Dad enlisted into the Army Air Corps in 1943 and was honorably discharged in 1945, having an interesting and dangerous assignment as a ball turret gunner. He kept a log of his missions in 1944, after attending training at MacDill. Additionally, we have a photo of dad with his crew at MacDill along with a legend of the members of the crew.

MacDill crew photo June 10, 1944 (My dad is front row, center.)

Handwritten legend on back of photo identifying crew

Log of 1944 missions of the 49th Bomb Squad 2nd Bomber Group page 1

Log of 1944 missions of the 49th Bomb Squad 2nd Bomber Group page 2

Log of 1944 missions of the 49th Bomb Squad 2nd Bomber Group page 3

Log of 1944 missions of the 49th Bomb Squad 2nd Bomber Group page 4

Log of 1944 missions of the 49th Bomb Squad 2nd Bomber Group page 5

It appears as if the squad had missions to destroy enemy supply lines. The Finito! at the end of the log indicates my father’s probable relief at having completed the missions.  I do not know what the numbers indicate in the log; a guess is that the numbers indicate the number of the mission and the number of successful hits they had made.

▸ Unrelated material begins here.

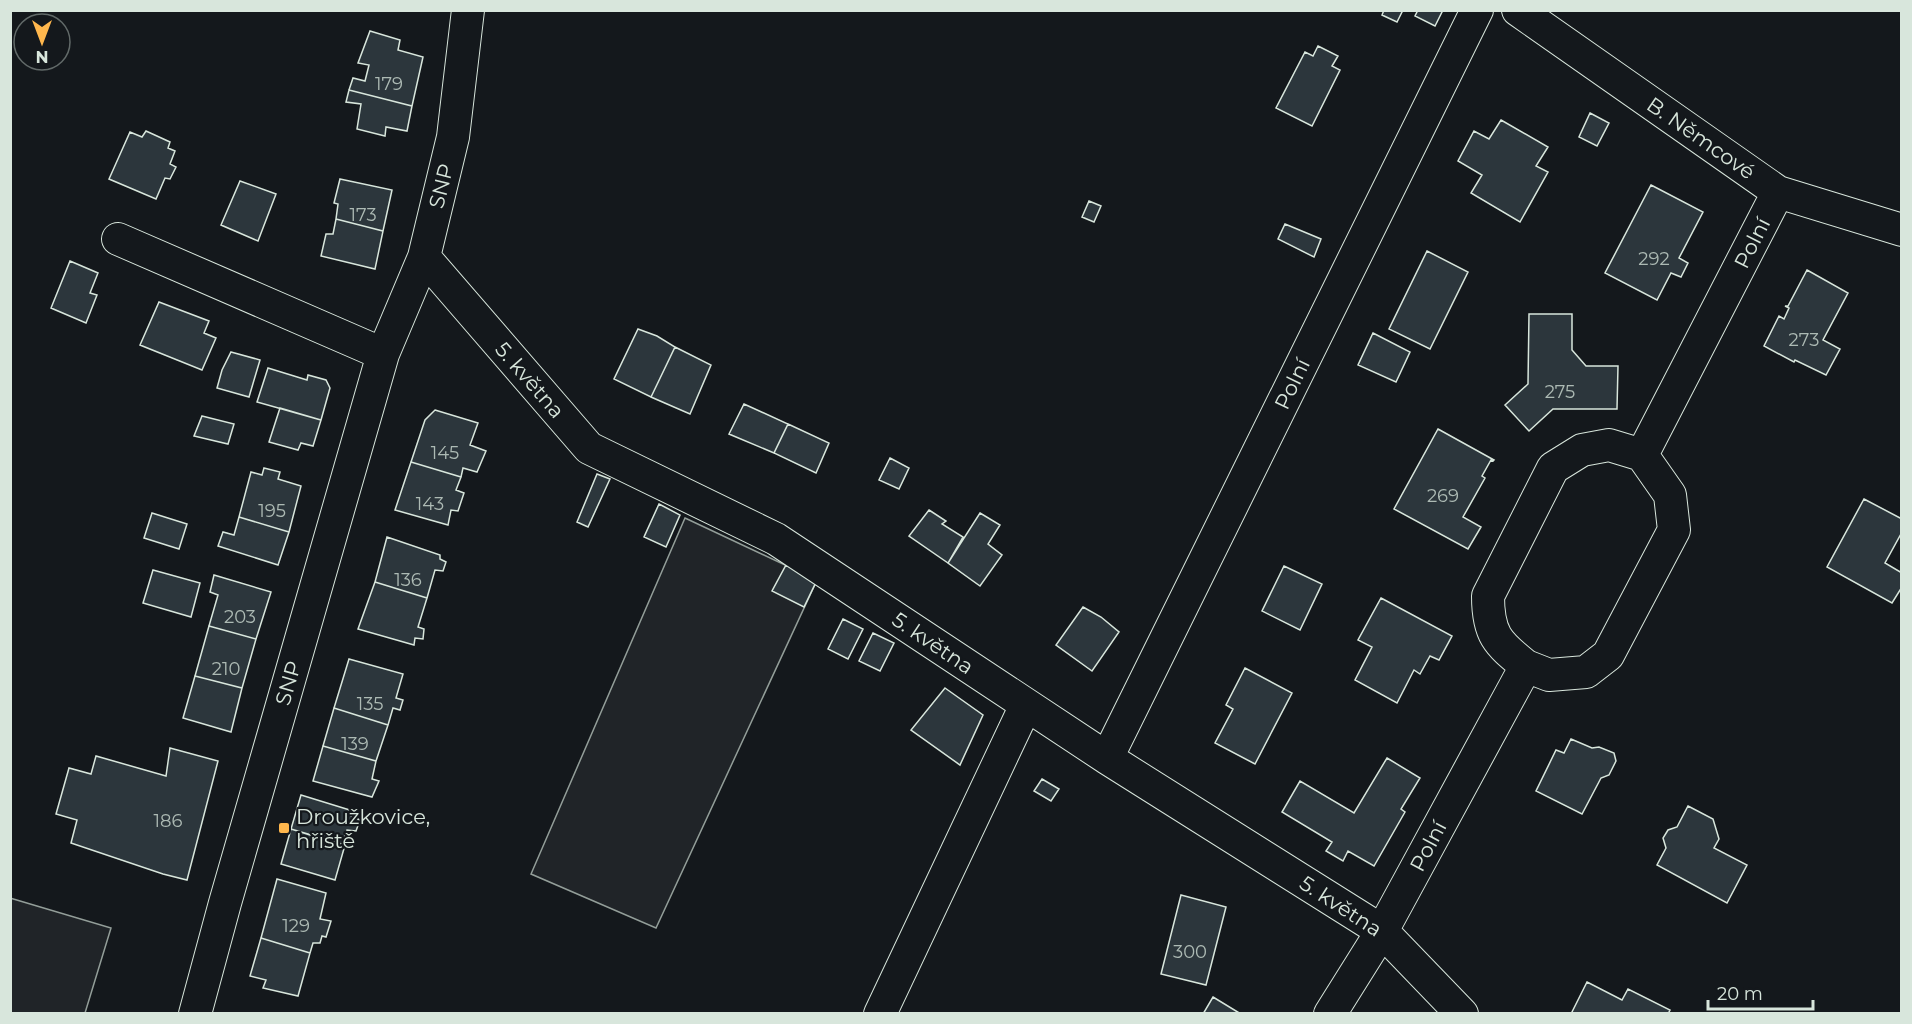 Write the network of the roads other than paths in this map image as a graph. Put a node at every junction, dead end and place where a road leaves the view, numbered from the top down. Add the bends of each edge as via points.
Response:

A poem, in dad’s handwriting, was found in his personal papers after he passed away.  The poem is the lyrics to Taps.  (Thanks to my sister for recognizing that — I never thought there were lyrics.)  But knowing my father, it was probably written as a release after witnessing what he did during the war.

Dad did have furlough to come home for his 20th birthday. A newsclip from the Toledo Blade indicates that he was a veteran of 40 combat raids and earned an Air Medal with three Oak Leaf Clusters.

Vet of 40 Combat Raids Home for 20th Birthday

Dad returned home after an honorable discharge.

Discharge page 1

Discharge page 2

He met and and then married my mother, Virginia Plenzler, in November 1946. Settling down in the neighborhood surrounding the St. Hyacinth parish, near his sister Celia and brother Walter and their families, he raised a family of three daughters. He was a member of the St. Hyacinth Holy Name Society and a 30+ year production worker at Champion Spark Plug.

Dad passed away on September 7, 1985 at the age of 60 after a stroke and surgery and being hospitalized for about three months. He is buried in Calvary Cemetery, Toledo, Ohio.